PROPDMGVAL_count <- select(plot_con, EVTYPE:PROPDMGVAL)
PROPDMGVAL_count<- rename(PROPDMGVAL_count, count=PROPDMGVAL)
PROPDMGVAL_count$consequence_type <- "PROPDMGVAL"

CROPDMGVAL_count<- select(plot_con,c(EVTYPE,CROPDMGVAL))
CROPDMGVAL_count<-rename(CROPDMGVAL_count, count=CROPDMGVAL)
CROPDMGVAL_count$consequence_type<- "CROPDMGVAL"
Type_count_con<- rbind(PROPDMGVAL_count, CROPDMGVAL_count)

Type_count_con$EVTYPE<- fct_inorder(as.character(Type_count_con$EVTYPE))

Result

1. Across the United States, which types of events are most harmful with respect to population health?

g<- ggplot(data = Type_count_plot, aes(x=as.factor(EVTYPE), y=count, fill=harmful_type))
g<- g+ geom_bar(stat = "identity")+theme(axis.text.x = element_text(angle = 90, hjust = 1))
g<- g+ theme(axis.text.x = element_text(angle = 90, hjust = 1))
g<- g+ labs(x="EVTYPE", y="Count")
g<- g+ labs(title = "Across the United States, \nwhich types of events are most harmful with respect to population health?")
g

The tornado caused the most severe damage to population health.
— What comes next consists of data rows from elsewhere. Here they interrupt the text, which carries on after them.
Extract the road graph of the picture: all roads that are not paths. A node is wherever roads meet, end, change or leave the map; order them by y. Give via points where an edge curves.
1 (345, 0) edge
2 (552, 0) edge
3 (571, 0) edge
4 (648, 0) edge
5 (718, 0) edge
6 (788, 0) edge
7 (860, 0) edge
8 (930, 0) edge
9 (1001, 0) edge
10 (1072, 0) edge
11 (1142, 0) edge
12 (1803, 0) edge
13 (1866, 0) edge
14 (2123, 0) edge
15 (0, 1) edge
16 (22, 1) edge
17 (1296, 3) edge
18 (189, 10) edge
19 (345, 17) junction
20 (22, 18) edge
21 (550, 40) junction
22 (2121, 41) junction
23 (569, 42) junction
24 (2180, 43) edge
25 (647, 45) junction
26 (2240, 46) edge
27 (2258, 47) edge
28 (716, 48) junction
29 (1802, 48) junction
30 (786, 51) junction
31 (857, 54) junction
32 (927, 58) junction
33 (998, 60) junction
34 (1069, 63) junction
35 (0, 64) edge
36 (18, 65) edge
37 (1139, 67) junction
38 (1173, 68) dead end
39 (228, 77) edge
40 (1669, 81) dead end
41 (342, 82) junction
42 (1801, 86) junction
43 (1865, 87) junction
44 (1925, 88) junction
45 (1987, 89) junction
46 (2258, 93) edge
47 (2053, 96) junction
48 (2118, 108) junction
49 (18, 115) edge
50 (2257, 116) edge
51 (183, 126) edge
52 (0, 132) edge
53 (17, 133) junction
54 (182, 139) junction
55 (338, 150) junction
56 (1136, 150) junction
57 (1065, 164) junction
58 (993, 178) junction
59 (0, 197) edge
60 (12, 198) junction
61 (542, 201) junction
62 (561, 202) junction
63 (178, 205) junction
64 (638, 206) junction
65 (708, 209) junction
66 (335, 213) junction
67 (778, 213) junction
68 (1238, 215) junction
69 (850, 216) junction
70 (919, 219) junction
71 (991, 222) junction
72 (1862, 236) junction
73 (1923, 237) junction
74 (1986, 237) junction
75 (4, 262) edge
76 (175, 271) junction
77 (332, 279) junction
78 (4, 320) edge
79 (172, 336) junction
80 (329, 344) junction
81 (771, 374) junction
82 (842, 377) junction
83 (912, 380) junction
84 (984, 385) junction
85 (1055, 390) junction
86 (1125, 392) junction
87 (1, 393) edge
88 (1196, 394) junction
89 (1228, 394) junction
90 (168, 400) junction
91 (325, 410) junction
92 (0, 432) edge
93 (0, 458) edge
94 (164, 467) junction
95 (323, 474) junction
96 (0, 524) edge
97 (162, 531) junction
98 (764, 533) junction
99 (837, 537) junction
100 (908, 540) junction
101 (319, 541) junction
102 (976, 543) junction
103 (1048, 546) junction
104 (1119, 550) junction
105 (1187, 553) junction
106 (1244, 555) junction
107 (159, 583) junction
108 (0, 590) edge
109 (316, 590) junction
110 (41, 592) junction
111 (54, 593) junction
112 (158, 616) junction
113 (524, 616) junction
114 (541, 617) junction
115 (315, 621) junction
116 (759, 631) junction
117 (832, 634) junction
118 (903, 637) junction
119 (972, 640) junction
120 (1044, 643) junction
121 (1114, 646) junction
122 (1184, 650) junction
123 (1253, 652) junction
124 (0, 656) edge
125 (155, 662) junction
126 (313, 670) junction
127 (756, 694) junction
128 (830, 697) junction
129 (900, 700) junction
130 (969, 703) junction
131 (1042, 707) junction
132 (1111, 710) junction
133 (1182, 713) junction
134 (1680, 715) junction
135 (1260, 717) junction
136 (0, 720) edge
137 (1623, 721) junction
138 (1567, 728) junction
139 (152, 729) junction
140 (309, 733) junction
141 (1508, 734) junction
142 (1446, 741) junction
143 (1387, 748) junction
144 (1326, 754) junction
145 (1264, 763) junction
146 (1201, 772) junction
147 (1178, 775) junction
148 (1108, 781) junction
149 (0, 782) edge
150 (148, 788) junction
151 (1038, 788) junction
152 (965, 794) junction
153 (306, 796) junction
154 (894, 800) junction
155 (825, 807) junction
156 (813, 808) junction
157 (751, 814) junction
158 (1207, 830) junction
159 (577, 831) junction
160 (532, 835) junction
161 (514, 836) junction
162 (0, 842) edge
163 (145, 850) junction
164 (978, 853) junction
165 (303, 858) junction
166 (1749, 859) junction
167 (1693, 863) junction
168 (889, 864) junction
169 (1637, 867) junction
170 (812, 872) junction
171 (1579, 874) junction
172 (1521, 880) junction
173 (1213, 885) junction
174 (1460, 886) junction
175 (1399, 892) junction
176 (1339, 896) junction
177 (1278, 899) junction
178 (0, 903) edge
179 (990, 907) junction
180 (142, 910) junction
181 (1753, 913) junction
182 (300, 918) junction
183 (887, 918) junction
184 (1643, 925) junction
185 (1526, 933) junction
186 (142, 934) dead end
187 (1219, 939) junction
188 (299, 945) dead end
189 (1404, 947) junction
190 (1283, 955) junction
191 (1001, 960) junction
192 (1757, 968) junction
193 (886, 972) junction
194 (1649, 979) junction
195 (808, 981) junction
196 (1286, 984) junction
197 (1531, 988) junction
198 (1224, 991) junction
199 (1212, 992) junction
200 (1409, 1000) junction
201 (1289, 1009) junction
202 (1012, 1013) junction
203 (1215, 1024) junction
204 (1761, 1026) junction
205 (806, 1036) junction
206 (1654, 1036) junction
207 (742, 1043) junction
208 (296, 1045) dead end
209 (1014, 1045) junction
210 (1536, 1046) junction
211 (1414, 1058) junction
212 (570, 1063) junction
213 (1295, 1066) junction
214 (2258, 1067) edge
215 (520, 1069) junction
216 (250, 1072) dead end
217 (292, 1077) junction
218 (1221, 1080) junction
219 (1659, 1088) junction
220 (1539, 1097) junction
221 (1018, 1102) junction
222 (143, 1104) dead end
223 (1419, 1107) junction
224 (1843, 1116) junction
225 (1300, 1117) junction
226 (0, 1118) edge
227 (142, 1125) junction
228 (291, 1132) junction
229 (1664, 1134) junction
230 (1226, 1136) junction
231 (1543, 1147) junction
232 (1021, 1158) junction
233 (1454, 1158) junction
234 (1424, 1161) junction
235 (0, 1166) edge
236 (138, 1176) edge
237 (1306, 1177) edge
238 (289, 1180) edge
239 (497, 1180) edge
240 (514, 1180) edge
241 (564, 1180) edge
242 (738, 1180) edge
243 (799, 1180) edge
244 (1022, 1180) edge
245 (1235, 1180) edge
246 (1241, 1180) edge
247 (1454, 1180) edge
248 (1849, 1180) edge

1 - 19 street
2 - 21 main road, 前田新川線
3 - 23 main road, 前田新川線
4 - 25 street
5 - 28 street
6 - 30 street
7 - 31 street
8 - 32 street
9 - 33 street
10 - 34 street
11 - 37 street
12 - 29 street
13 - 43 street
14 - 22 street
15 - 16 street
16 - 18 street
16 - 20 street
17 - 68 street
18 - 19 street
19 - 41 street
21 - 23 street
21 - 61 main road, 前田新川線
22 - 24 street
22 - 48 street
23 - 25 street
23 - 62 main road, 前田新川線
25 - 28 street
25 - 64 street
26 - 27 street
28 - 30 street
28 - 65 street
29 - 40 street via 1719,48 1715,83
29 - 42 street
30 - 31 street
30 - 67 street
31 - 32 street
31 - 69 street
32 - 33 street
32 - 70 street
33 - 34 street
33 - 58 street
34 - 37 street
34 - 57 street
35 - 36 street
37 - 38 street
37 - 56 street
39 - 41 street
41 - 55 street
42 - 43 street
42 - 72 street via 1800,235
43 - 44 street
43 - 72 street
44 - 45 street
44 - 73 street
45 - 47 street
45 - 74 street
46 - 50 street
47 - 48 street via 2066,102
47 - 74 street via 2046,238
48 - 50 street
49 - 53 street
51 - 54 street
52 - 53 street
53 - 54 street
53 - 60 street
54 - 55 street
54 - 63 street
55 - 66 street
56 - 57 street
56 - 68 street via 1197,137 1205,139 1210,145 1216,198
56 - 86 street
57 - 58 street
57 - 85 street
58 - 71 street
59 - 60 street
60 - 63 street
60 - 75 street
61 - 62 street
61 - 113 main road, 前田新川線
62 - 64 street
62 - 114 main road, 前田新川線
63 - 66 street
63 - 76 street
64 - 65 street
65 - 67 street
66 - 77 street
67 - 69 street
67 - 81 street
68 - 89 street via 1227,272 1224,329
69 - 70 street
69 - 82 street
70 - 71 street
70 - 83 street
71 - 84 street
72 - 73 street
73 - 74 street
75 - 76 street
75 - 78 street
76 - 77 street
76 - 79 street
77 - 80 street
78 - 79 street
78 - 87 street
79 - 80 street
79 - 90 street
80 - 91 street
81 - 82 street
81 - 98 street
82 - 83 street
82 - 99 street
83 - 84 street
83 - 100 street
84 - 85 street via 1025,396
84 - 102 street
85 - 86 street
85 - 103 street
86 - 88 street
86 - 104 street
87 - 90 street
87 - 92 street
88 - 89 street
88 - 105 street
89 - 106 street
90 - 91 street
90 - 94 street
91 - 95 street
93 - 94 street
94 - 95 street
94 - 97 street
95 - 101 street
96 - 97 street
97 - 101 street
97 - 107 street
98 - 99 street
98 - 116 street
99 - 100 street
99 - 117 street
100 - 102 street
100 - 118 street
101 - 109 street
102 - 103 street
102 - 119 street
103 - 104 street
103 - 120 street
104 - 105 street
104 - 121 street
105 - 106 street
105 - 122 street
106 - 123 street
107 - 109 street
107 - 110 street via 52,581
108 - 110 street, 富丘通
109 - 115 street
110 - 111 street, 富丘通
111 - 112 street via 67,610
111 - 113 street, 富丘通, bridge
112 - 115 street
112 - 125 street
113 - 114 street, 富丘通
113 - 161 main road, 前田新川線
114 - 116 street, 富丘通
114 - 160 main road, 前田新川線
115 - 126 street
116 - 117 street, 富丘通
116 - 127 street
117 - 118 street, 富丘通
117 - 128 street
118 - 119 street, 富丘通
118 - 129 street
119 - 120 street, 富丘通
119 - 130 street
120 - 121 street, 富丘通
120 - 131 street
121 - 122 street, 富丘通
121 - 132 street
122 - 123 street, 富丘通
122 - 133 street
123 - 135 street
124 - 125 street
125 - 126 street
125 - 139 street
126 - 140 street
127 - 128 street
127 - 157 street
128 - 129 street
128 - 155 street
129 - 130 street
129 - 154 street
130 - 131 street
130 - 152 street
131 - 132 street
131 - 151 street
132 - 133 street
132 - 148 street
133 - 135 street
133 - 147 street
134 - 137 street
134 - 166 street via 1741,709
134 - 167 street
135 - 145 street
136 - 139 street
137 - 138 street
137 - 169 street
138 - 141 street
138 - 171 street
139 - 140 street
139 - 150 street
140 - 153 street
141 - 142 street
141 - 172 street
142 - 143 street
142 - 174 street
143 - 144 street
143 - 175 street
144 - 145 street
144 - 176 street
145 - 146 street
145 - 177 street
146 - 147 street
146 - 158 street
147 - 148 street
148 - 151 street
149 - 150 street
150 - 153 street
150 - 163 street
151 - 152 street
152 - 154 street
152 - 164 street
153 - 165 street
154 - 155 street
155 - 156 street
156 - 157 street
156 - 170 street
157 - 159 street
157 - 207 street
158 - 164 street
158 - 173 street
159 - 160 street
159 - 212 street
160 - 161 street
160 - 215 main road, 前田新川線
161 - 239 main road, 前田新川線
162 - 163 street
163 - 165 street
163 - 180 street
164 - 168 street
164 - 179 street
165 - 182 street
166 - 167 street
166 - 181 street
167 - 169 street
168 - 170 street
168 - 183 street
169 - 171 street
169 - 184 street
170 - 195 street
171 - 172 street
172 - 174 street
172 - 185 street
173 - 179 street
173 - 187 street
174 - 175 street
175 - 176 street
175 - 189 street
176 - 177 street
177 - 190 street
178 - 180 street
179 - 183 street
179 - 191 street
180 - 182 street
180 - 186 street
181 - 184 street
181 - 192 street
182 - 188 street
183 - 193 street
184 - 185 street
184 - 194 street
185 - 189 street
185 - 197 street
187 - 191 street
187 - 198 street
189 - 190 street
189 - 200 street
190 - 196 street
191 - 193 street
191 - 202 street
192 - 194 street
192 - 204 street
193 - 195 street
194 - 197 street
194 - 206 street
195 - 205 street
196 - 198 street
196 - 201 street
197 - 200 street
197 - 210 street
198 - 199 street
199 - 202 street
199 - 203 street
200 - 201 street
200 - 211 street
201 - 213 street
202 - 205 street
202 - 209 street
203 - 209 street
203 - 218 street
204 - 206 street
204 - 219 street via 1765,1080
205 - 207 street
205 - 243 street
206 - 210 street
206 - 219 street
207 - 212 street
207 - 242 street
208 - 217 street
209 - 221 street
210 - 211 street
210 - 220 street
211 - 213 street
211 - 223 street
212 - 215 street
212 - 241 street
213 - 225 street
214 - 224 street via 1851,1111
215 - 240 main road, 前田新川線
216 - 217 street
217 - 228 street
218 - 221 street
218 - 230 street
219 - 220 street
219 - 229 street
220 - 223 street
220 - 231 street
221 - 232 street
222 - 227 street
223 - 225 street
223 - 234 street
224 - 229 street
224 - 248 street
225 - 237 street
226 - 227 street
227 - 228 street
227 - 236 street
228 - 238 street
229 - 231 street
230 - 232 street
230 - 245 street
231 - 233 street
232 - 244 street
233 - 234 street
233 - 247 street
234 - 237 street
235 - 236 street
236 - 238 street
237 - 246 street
The damage includes both fatalities and injuries.

2. Across the United States, which types of events have the greatest economic consequences?

g<- ggplot(data = Type_count_con, aes(x=as.factor(EVTYPE), y=count, fill=consequence_type))
g<- g+ geom_bar(stat = "identity")+theme(axis.text.x = element_text(angle = 90, hjust = 1))
g<- g+ theme(axis.text.x = element_text(angle = 90, hjust = 1))
g<- g+ labs(x="EVTYPE", y="Dollar")
g<- g+ labs(title = "Across the United States, \nwhich types of events have the greatest economic consequences?")
g

The flood caused the most severe economic consequences. The economic consequences includes both property loss and crop damages.